STJ mantém condenação de Bolsonaro e o absurdo da possibilidade dele recorrer

por Matê da Luz

Pronto. Era o que faltava pra confirmar que a vida é uma enorme quinta-série C. Façamos um exercício de imaginação: estamos todos em sala de aula, meninos e meninas, na presença de um professor. Vamos supor que temos cerca de 13 anos, pra dar um contexto no qual entendemos a força de nossas palavras e alguns significados relevantes. Um dos meninos levanta e diz, na frente de todos os outros, que tal menina não merece ser estuprada porque é muito feia. Precisa dizer mais ou dá pra entender que este contexto é agressivo o suficiente pro garoto ser expulso de sala de aula com advertência e suspensão? 

Pois bem, no Brasil, este País que há alguns anos era considerado “o país do futuro” e hoje consta na crista da onda dos mais retrógrados – a cara do golpe é essa, perceba – o amiguinho que falou isso pra coleguinha é deputado e o professor, a justiça, dá o direito dele se defender. “Oras, mas lá vem você questionando até as leis?” – uhun, sim, vou e vou muito, porque este tipo de brecha em situações tão óbvias é o que dá margem para que crimes e mais crimes continuem acontecendo. No tocante individual à violência contra a mulher, a possibilidade de recorrer perpetua o espaço concedido ao homem para que se explique, mesmo tenho tido uma atitude nitidamente opressora/violenta e, além do mais, vale dizer, contra a lei, enquadrado pelo assédio moral. 

É isso. Hoje o STJ anunciou que mantém a condenação no caso de Maria do Rosário contra o deputado e este, na maior cara de pau, pra dizer o mínimo, retruca dizendo que vai recorrer – e o que é pior, aos meus olhos, é a possibilidade disso acontecer. O deputado alega que sua fala foi proferida em um momento de forte emoção, visto que “Ela [Maria do Rosário] me chamou de estuprador e ela estava defendendo o estuprador Champinha.”, o que, em sua prática machista e agressiva, dá espaço e, mais importante que isso, o direito de retrucar com uma fala violenta. Não dá, viu, deputado? Porque em primeiro lugar o contexto não era este (o da defesa do estuprador), mas sim uma mulher falando em nome de todas as outras no que diz respeito às leis relacionadas ao estupro. E em segundo lugar porque sua opinião pessoal não é determinante e/ou deveria ser relevante para as normas de um conjunto de pessoas que vivem num país, ainda mais quando estas ideias são tão misóginas e pequenininhas. 
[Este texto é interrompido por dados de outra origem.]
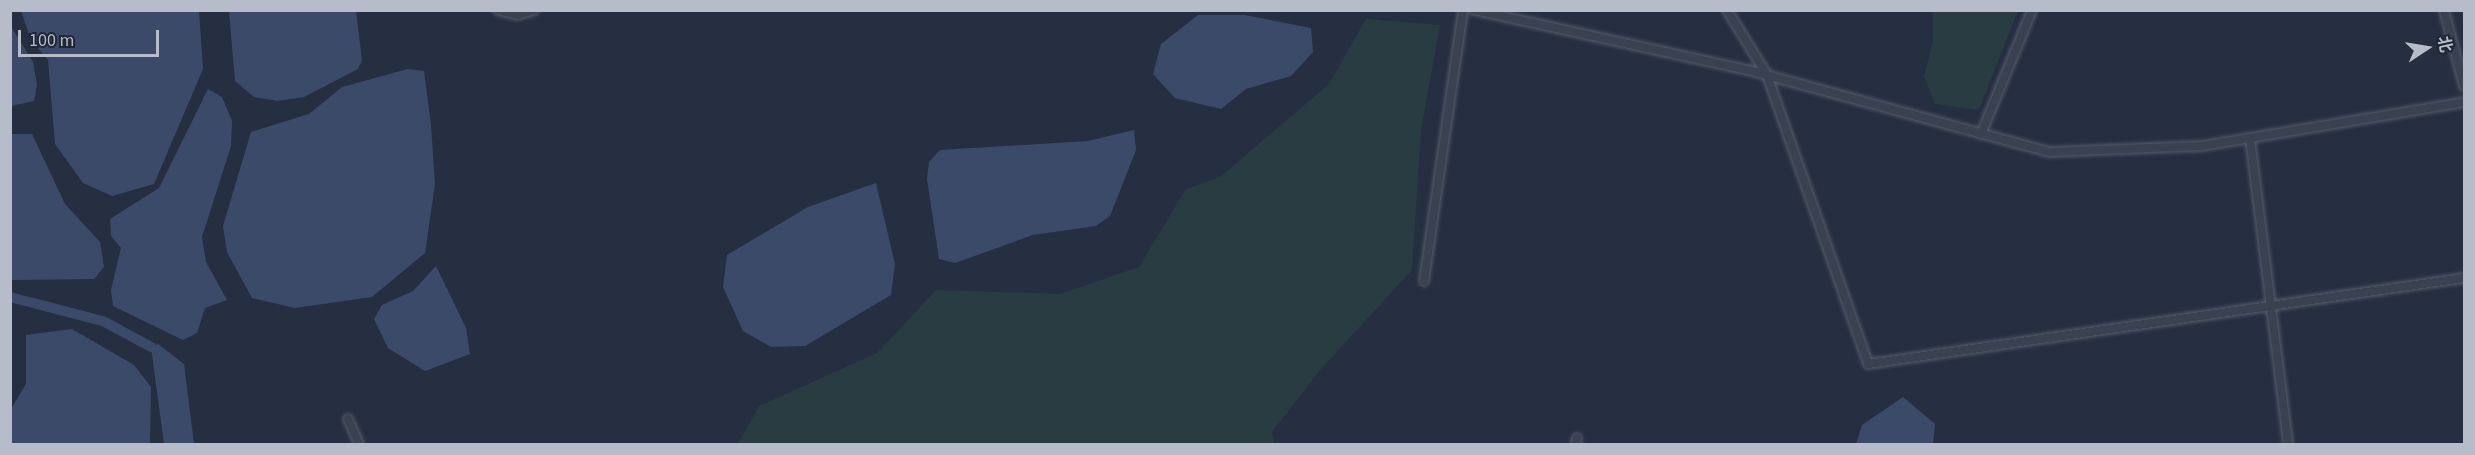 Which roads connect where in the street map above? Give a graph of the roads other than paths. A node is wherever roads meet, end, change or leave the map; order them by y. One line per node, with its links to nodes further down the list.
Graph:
1 (498, 10): 2 (street)
2 (534, 10)
3 (1463, 10): 14 (street)
4 (1474, 10): 8 (street)
5 (1727, 10): 8 (street)
6 (2032, 10): 11 (street)
7 (2444, 10): 9 (street)
8 (1767, 75): 11 (street); 15 (street)
9 (2464, 86)
10 (2464, 102): 12 (street)
11 (1981, 134): 12 (street)
12 (2250, 138): 15 (street)
13 (2464, 278): 15 (street)
14 (1424, 281)
15 (2270, 306): 18 (street)
16 (348, 418): 17 (street)
17 (359, 444)
18 (2288, 444) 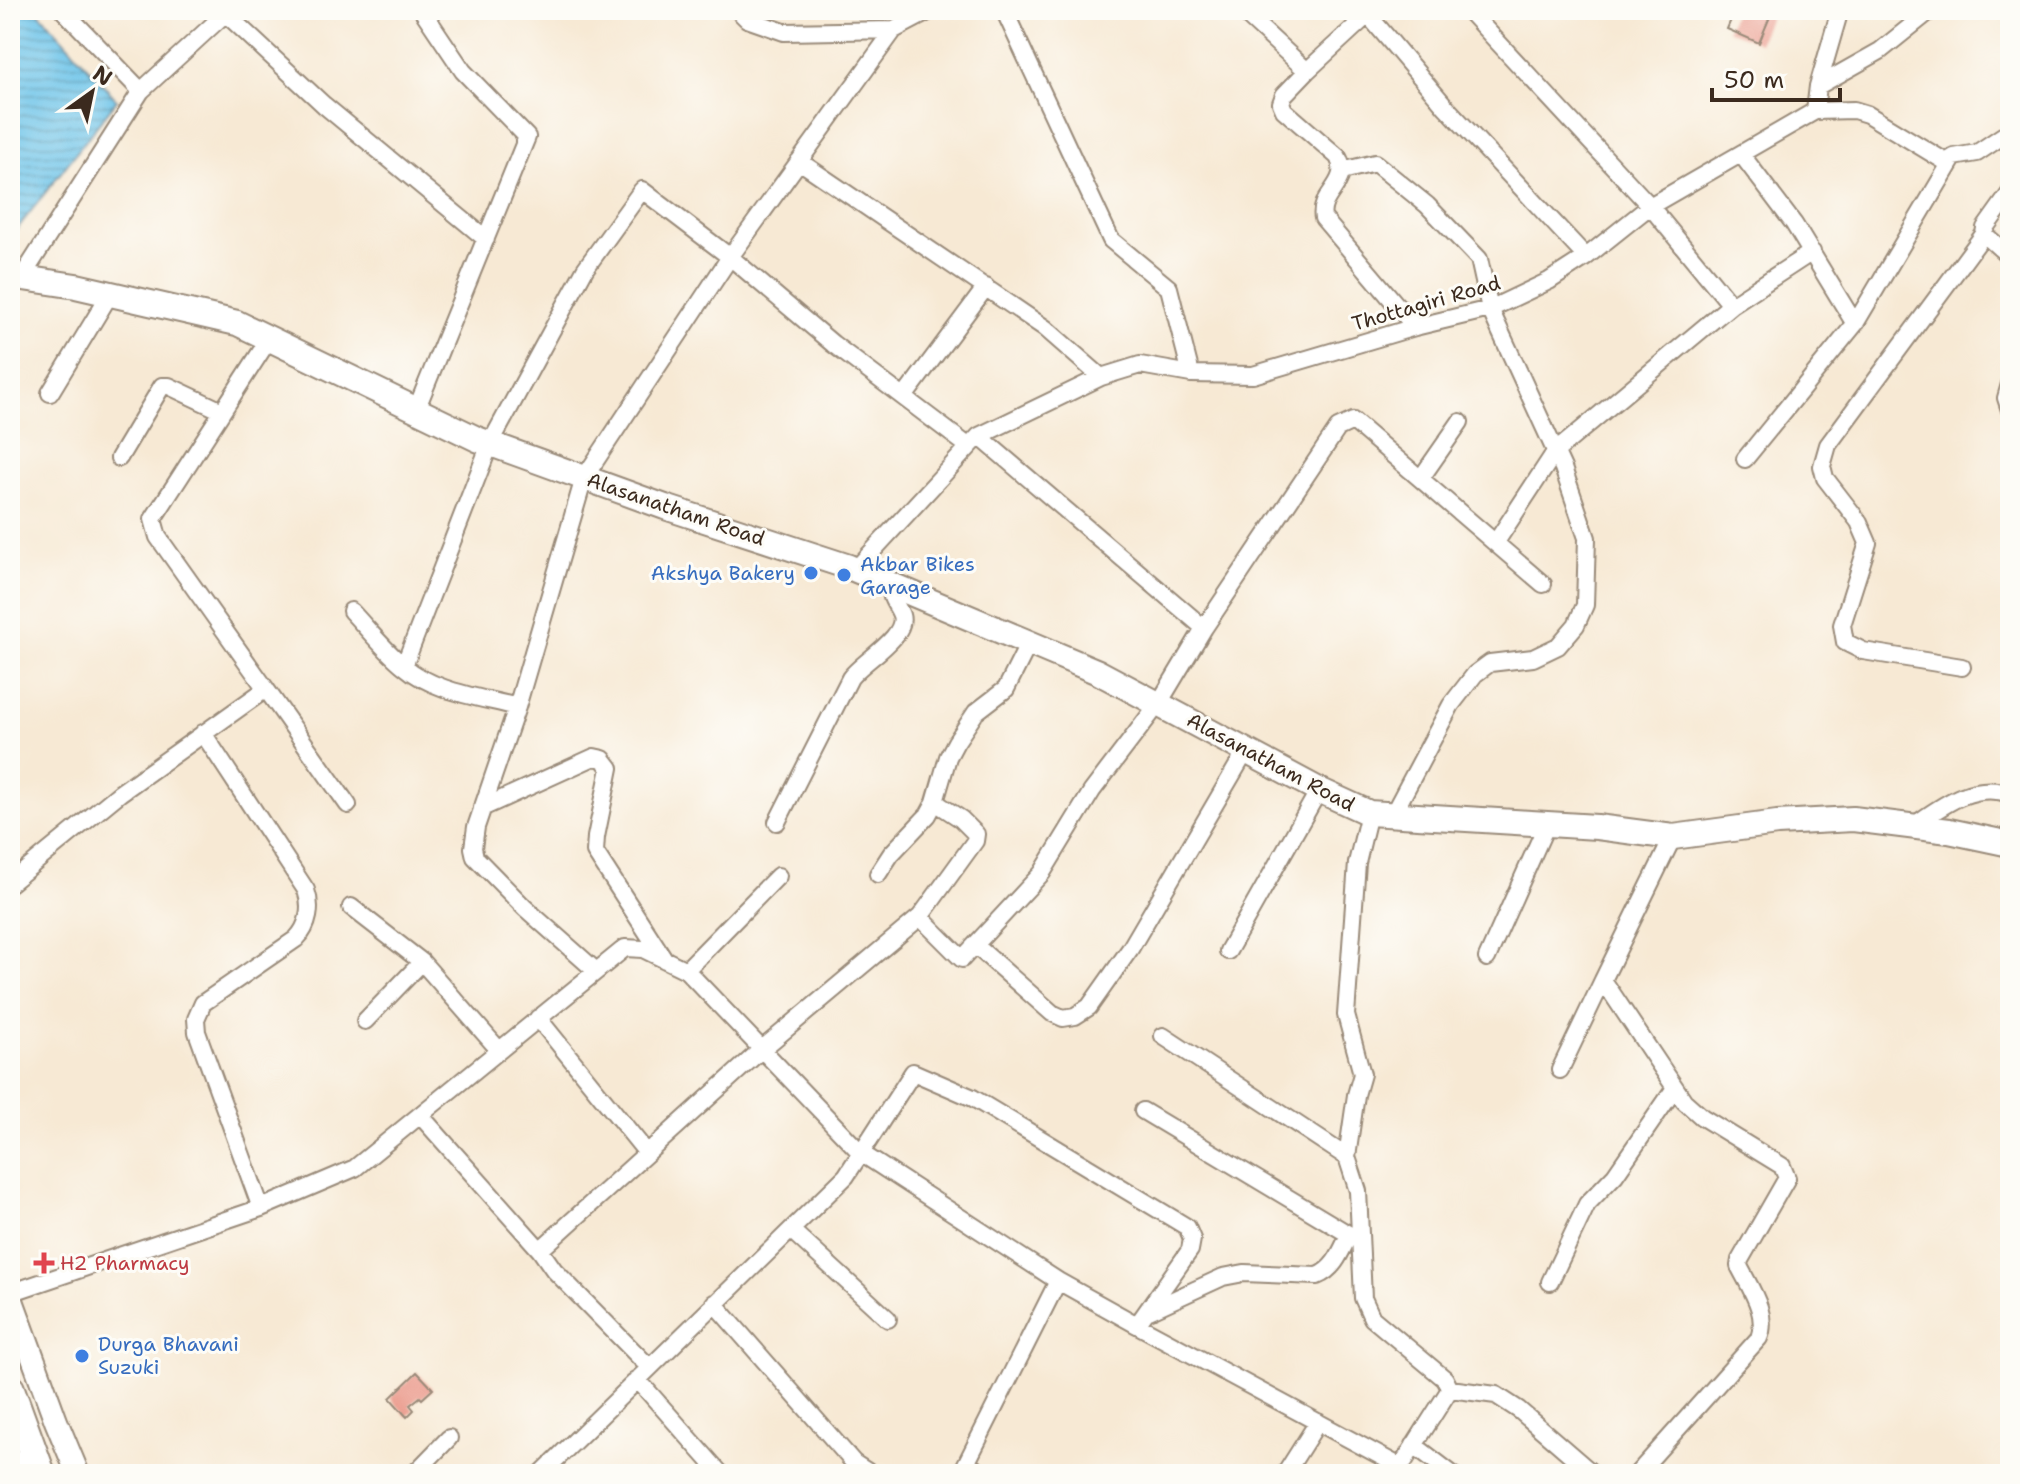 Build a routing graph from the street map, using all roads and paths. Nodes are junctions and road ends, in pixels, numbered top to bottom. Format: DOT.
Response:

A relatora do caso, ministra Nancy Andrighi, afirma: “A expressão ‘não merece ser estuprada’ constitui uma expressão vil que menospreza a dignidade de qualquer mulher, como se uma violência brutal pudesse ser considerada uma benesse, algo bom para acontecer com uma mulher.”

Na cabeça de Bolsonaro, assim como de alguns adolescentes da classe média –alta da quinta-série C, elas merecem sim (se bonitas forem), afinal de contas, são só mulheres.

Mas sabe o que é pior de tudo? É que tem gente falando que vota nele. Tem gente assumindo assim, na cara lavada, às claras mesmo, que ele é a solução pro nosso Brasil. 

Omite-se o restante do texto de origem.